FIG. 2 is a view illustrating the structure of a water purification system according to the present embodiment.

In FIG. 2, the water purification system is equipped with water purification apparatus 5, monitoring server 7 and public network 8; water purification apparatus 5 includes main body 9 having later-described built-in filtration filter 19, controller 10 (control apparatus) connected to main body 9, and display 11 connected to controller 10; and monitoring server 7 has controller 12 (control apparatus) and display 13.

Main body 9 of water purification apparatus 5 includes filtration filter 19, inflow port 14 through which sewage or seawater flows into main body 9, and outlet 15 through which purified water purified by filtration filter 19 flows out of main body 9.

FIGS. 3A to 3C are views showing steps in an example of a method for manufacturing filtration filter 19 built into the main body of the water purification apparatus shown in FIG. 2. FIG. 3A is a view showing substrate 16 where DTs (deep trenches) 17 are formed, FIG. 3B is a view showing substrate 16 where silicon-oxide membrane 18 is deposited on inner surfaces of DTs 17, and FIG. 3C is a view showing filtration filter 19 made of substrate 16 through which numerous DTs 17 penetrate.

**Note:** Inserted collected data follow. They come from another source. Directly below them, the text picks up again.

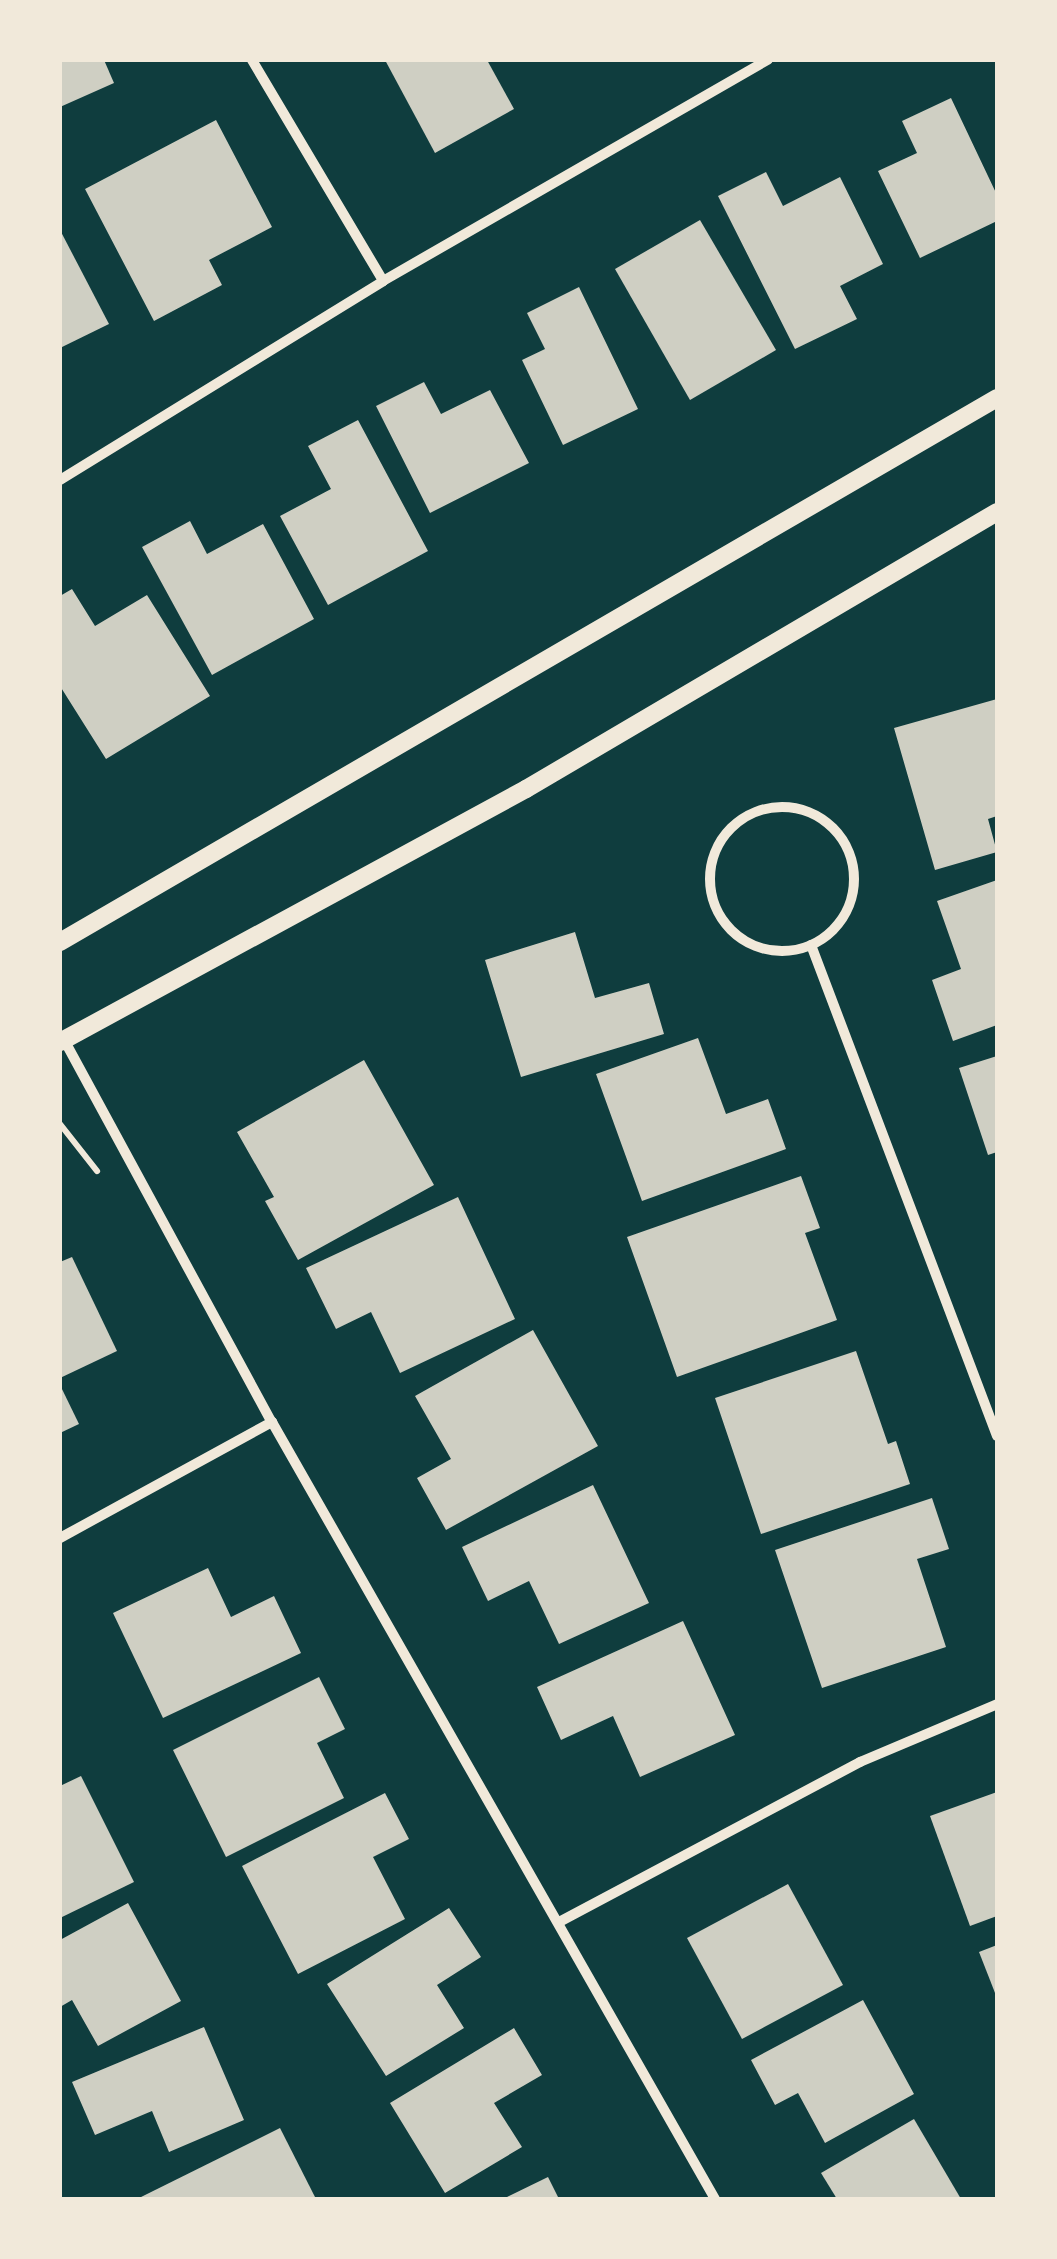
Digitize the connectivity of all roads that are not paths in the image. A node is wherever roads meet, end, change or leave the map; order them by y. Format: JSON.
{"nodes":[{"id":1,"x":252,"y":60,"type":"edge"},
{"id":2,"x":768,"y":60,"type":"edge"},
{"id":3,"x":383,"y":281,"type":"junction"},
{"id":4,"x":997,"y":398,"type":"edge"},
{"id":5,"x":60,"y":480,"type":"edge"},
{"id":6,"x":997,"y":512,"type":"edge"},
{"id":7,"x":60,"y":942,"type":"edge"},
{"id":8,"x":811,"y":944,"type":"junction"},
{"id":9,"x":61,"y":1038,"type":"edge"},
{"id":10,"x":272,"y":1422,"type":"junction"},
{"id":11,"x":997,"y":1436,"type":"edge"},
{"id":12,"x":60,"y":1538,"type":"edge"},
{"id":13,"x":997,"y":1704,"type":"edge"},
{"id":14,"x":561,"y":1921,"type":"junction"},
{"id":15,"x":716,"y":2199,"type":"edge"}],
"edges":[{"from":1,"to":3,"type":"street"},
{"from":2,"to":3,"type":"street"},
{"from":3,"to":5,"type":"street"},
{"from":4,"to":7,"type":"street"},
{"from":6,"to":9,"type":"street"},
{"from":8,"to":8,"type":"street"},
{"from":8,"to":11,"type":"street"},
{"from":9,"to":10,"type":"street"},
{"from":10,"to":12,"type":"street"},
{"from":10,"to":14,"type":"street"},
{"from":13,"to":14,"type":"street"},
{"from":14,"to":15,"type":"street"}]}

First, in FIGS. 3A to 3C, numerous DTs 17 are formed by etching silicon substrate 16 using a masking film. In the present embodiment, numerous DTs 17 with an approximate width of 20 nm˜40 nm are formed in substrate 16 (FIG. 3A). Usually, in DTs with an aspect ratio of 10 or greater, their tip portions become narrower and the width of the tip portions of DTs 17 is approximately 10 nm, for example.

Next, silicon-oxide membrane 18 is deposited on the surfaces of substrate 16 and inner surfaces of DTs 17 through ALD (atomic layer deposition) (FIG. 3B). In the present embodiment, the processing time of ALD is adjusted so that the minimum width (D1) at the tip portions of DTs 17 is set at 1 nm˜10 nm, more preferably at 1 nm˜2 nm.

Next, a lower surface of substrate 16 is polished by CMP or the like, and such polishing is stopped when the tip portions of DTs 17 are exposed at the lower surface of substrate 16. In doing so, filtration filter 19 is formed by penetrating each DT 17 through substrate 16 (FIG. 3C). Accordingly, the present process is completed.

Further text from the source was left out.